Input:
=====

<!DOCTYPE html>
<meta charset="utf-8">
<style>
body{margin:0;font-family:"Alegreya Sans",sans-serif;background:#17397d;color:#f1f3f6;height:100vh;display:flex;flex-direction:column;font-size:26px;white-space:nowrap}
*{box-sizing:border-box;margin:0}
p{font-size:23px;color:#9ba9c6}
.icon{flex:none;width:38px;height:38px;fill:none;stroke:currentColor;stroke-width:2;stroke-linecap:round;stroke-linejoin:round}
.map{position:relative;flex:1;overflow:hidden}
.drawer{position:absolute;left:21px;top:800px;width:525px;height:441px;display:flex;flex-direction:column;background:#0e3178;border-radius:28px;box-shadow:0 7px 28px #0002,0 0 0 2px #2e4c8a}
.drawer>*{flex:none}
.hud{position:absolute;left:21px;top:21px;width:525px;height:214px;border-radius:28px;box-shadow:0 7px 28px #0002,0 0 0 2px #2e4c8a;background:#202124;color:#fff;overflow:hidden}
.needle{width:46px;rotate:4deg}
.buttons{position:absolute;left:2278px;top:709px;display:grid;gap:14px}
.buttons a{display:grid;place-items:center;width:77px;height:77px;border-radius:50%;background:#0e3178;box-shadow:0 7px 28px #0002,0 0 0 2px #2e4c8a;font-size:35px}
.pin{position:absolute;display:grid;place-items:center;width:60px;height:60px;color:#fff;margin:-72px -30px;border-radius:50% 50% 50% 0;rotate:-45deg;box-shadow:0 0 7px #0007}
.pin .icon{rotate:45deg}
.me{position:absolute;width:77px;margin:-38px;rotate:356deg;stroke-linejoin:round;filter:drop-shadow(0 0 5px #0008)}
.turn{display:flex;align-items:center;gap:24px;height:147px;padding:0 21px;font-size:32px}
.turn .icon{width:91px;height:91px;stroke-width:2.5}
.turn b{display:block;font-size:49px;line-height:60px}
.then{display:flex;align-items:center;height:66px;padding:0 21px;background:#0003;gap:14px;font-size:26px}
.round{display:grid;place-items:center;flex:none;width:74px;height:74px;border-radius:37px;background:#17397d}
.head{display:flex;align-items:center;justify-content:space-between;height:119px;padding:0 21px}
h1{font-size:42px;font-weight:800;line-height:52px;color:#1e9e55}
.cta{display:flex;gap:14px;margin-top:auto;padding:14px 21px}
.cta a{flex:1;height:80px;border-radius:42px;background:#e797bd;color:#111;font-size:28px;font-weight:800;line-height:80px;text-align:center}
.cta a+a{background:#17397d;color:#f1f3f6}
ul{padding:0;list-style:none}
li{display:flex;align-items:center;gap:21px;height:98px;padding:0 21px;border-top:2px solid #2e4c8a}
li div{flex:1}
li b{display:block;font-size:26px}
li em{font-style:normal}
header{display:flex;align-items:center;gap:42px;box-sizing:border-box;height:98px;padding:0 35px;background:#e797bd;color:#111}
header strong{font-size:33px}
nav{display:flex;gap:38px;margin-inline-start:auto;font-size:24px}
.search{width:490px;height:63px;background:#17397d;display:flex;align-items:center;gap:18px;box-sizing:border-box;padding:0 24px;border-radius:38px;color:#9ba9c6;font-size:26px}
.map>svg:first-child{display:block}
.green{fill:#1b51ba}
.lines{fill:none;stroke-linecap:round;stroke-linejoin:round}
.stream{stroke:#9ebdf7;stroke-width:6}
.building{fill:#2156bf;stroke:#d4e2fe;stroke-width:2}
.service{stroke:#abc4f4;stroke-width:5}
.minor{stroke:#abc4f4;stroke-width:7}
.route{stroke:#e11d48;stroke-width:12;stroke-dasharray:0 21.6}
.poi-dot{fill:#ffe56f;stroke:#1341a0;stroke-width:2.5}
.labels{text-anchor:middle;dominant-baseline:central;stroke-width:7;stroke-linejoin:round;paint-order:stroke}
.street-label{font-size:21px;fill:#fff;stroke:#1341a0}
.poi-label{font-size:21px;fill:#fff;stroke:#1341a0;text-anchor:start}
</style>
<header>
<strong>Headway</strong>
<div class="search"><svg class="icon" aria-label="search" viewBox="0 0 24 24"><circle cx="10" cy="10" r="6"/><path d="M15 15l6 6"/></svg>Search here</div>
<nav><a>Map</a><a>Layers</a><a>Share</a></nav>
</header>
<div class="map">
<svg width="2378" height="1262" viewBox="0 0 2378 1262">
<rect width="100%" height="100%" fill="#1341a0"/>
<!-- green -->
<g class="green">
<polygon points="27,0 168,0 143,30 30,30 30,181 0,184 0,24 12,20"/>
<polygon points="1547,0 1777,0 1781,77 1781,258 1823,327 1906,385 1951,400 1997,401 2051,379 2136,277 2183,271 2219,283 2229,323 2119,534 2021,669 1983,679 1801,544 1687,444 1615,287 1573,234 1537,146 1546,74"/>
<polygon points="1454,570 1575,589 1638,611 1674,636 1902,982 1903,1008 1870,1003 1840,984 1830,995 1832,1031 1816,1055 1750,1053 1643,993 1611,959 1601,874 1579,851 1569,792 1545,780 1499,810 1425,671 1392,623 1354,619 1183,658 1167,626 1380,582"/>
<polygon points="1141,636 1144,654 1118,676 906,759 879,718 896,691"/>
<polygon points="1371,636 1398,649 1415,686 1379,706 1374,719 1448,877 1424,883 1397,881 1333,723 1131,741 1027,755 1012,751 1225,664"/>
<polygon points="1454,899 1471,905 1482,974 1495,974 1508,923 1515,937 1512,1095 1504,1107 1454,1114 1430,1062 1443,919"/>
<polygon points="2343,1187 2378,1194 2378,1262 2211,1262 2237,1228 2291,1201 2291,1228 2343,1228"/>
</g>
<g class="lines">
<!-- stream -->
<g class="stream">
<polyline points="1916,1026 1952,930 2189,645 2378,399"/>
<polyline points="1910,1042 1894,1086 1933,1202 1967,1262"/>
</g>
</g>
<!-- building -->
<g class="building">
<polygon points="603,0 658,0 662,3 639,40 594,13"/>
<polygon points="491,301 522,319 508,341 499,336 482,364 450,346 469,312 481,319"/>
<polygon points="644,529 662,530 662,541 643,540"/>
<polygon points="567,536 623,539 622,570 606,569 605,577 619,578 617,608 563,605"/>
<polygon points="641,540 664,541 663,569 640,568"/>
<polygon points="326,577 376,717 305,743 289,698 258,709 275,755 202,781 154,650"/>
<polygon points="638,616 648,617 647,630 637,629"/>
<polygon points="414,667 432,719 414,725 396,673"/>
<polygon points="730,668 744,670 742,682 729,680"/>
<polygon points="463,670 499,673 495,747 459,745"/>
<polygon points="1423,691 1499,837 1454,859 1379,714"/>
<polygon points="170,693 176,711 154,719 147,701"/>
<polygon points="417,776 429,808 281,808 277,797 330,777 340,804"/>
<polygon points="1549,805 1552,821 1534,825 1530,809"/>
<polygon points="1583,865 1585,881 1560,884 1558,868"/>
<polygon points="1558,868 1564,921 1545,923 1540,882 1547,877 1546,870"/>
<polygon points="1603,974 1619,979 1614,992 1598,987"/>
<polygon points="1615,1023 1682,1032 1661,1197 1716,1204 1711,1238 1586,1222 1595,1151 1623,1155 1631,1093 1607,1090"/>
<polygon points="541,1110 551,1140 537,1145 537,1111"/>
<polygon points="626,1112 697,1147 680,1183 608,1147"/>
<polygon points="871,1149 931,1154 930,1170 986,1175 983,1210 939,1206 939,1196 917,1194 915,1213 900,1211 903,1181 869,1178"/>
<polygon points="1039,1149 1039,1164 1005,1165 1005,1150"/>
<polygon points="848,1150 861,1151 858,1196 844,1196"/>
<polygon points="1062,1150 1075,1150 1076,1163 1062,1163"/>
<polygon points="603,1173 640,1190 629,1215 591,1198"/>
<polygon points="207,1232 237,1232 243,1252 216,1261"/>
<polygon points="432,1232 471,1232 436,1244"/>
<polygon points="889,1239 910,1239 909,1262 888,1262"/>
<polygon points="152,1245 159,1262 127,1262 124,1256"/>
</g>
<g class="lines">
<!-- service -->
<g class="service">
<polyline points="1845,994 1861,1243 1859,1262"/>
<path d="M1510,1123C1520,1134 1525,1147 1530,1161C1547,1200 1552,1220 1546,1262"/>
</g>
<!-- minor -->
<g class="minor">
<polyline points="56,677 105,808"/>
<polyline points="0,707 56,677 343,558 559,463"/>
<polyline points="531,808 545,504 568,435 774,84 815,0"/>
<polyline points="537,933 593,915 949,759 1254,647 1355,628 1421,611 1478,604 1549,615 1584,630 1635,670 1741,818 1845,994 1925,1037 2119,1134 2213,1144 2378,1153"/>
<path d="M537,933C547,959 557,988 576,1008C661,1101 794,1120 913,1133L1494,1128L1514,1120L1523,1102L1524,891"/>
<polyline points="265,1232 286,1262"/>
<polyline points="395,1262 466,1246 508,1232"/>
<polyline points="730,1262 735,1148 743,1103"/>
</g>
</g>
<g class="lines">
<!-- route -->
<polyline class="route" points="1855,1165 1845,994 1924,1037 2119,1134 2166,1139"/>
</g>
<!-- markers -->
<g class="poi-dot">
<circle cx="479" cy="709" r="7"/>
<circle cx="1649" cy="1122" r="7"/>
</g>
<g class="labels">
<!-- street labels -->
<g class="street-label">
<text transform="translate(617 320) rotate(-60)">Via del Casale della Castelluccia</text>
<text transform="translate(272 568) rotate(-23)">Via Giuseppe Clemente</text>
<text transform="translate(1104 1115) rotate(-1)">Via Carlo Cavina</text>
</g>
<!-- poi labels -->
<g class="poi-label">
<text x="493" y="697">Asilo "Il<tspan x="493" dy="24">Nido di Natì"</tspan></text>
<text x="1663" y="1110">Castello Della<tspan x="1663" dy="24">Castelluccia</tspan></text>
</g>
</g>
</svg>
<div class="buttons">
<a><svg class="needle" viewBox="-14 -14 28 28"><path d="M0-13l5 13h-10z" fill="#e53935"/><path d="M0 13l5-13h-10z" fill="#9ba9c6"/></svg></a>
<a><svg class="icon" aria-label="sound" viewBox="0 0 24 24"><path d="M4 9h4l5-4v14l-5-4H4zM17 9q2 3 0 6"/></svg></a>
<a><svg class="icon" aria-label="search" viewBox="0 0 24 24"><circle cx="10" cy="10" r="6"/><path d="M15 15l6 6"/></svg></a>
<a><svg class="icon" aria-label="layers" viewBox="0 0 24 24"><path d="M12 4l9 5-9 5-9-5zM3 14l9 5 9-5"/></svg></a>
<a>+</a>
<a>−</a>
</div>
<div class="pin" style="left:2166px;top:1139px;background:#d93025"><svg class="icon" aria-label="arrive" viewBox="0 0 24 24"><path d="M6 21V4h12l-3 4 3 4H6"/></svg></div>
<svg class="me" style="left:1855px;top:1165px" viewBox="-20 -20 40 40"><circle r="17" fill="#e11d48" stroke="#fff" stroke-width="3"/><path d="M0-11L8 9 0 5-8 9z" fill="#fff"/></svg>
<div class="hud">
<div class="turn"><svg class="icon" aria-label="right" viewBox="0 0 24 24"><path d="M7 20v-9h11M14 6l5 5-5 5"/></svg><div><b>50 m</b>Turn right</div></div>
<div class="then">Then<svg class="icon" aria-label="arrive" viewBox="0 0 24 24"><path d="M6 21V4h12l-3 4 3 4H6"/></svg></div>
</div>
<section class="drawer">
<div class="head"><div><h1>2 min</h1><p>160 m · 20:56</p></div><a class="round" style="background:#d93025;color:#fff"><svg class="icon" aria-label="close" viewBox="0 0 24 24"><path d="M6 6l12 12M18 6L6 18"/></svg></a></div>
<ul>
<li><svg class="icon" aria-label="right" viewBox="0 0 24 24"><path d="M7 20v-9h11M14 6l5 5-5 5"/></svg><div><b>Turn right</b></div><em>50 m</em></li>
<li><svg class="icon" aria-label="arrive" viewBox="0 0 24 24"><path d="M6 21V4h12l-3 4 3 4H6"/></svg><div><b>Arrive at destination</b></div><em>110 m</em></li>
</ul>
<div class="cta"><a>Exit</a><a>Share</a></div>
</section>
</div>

=====

What is required: Find each line above that contains "green", and copy those lines.

Answer to this task:
.green{fill:#1b51ba}
<!-- green -->
<g class="green">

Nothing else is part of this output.